*ACTIVITY:*
Reproduce the full listing exactly.

*SUPPLIED MATERIAL:*

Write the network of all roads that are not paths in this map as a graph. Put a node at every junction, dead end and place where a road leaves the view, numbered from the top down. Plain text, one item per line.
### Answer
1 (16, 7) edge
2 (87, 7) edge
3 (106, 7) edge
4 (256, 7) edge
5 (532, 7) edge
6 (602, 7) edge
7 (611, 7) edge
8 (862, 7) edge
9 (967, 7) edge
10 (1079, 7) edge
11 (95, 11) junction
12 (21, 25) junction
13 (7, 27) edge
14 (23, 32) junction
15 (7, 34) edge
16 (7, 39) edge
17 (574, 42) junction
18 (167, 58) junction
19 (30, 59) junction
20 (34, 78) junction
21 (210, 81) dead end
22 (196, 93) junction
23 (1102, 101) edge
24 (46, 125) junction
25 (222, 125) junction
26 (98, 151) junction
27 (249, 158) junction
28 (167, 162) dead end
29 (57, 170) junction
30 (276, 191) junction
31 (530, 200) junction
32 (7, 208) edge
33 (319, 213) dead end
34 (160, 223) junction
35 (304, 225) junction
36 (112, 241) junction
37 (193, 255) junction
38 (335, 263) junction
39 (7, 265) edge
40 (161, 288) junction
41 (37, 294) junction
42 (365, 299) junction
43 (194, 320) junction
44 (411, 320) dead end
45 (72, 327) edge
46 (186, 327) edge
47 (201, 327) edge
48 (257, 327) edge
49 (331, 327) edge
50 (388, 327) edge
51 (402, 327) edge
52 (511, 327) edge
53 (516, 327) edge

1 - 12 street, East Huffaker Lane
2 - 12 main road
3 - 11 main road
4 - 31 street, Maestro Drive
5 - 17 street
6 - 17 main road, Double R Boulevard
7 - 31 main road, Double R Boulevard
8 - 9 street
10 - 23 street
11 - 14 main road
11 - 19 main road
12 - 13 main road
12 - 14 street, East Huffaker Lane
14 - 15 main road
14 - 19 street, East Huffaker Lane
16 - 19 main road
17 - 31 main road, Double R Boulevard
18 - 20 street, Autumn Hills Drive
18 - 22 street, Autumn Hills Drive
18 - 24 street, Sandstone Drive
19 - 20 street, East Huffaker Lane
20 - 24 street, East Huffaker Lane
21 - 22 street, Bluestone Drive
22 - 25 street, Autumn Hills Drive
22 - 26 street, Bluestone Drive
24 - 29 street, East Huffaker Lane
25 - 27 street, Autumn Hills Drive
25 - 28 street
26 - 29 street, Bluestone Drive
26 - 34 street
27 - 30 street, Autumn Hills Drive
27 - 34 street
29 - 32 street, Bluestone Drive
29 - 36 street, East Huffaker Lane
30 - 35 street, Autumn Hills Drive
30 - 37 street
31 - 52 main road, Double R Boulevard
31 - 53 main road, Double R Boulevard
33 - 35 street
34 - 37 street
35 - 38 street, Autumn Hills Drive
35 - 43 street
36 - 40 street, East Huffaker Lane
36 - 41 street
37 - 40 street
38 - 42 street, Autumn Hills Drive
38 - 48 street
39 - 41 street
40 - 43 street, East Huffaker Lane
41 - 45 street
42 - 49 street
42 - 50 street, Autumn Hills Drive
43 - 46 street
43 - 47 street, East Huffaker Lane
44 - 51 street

*EXERCISE SOLUTION:*
Write the network of all roads that are not paths in this map as a graph. Put a node at every junction, dead end and place where a road leaves the view, numbered from the top down. Plain text, one item per line.
### Answer
1 (16, 7) edge
2 (87, 7) edge
3 (106, 7) edge
4 (256, 7) edge
5 (532, 7) edge
6 (602, 7) edge
7 (611, 7) edge
8 (862, 7) edge
9 (967, 7) edge
10 (1079, 7) edge
11 (95, 11) junction
12 (21, 25) junction
13 (7, 27) edge
14 (23, 32) junction
15 (7, 34) edge
16 (7, 39) edge
17 (574, 42) junction
18 (167, 58) junction
19 (30, 59) junction
20 (34, 78) junction
21 (210, 81) dead end
22 (196, 93) junction
23 (1102, 101) edge
24 (46, 125) junction
25 (222, 125) junction
26 (98, 151) junction
27 (249, 158) junction
28 (167, 162) dead end
29 (57, 170) junction
30 (276, 191) junction
31 (530, 200) junction
32 (7, 208) edge
33 (319, 213) dead end
34 (160, 223) junction
35 (304, 225) junction
36 (112, 241) junction
37 (193, 255) junction
38 (335, 263) junction
39 (7, 265) edge
40 (161, 288) junction
41 (37, 294) junction
42 (365, 299) junction
43 (194, 320) junction
44 (411, 320) dead end
45 (72, 327) edge
46 (186, 327) edge
47 (201, 327) edge
48 (257, 327) edge
49 (331, 327) edge
50 (388, 327) edge
51 (402, 327) edge
52 (511, 327) edge
53 (516, 327) edge

1 - 12 street, East Huffaker Lane
2 - 12 main road
3 - 11 main road
4 - 31 street, Maestro Drive
5 - 17 street
6 - 17 main road, Double R Boulevard
7 - 31 main road, Double R Boulevard
8 - 9 street
10 - 23 street
11 - 14 main road
11 - 19 main road
12 - 13 main road
12 - 14 street, East Huffaker Lane
14 - 15 main road
14 - 19 street, East Huffaker Lane
16 - 19 main road
17 - 31 main road, Double R Boulevard
18 - 20 street, Autumn Hills Drive
18 - 22 street, Autumn Hills Drive
18 - 24 street, Sandstone Drive
19 - 20 street, East Huffaker Lane
20 - 24 street, East Huffaker Lane
21 - 22 street, Bluestone Drive
22 - 25 street, Autumn Hills Drive
22 - 26 street, Bluestone Drive
24 - 29 street, East Huffaker Lane
25 - 27 street, Autumn Hills Drive
25 - 28 street
26 - 29 street, Bluestone Drive
26 - 34 street
27 - 30 street, Autumn Hills Drive
27 - 34 street
29 - 32 street, Bluestone Drive
29 - 36 street, East Huffaker Lane
30 - 35 street, Autumn Hills Drive
30 - 37 street
31 - 52 main road, Double R Boulevard
31 - 53 main road, Double R Boulevard
33 - 35 street
34 - 37 street
35 - 38 street, Autumn Hills Drive
35 - 43 street
36 - 40 street, East Huffaker Lane
36 - 41 street
37 - 40 street
38 - 42 street, Autumn Hills Drive
38 - 48 street
39 - 41 street
40 - 43 street, East Huffaker Lane
41 - 45 street
42 - 49 street
42 - 50 street, Autumn Hills Drive
43 - 46 street
43 - 47 street, East Huffaker Lane
44 - 51 street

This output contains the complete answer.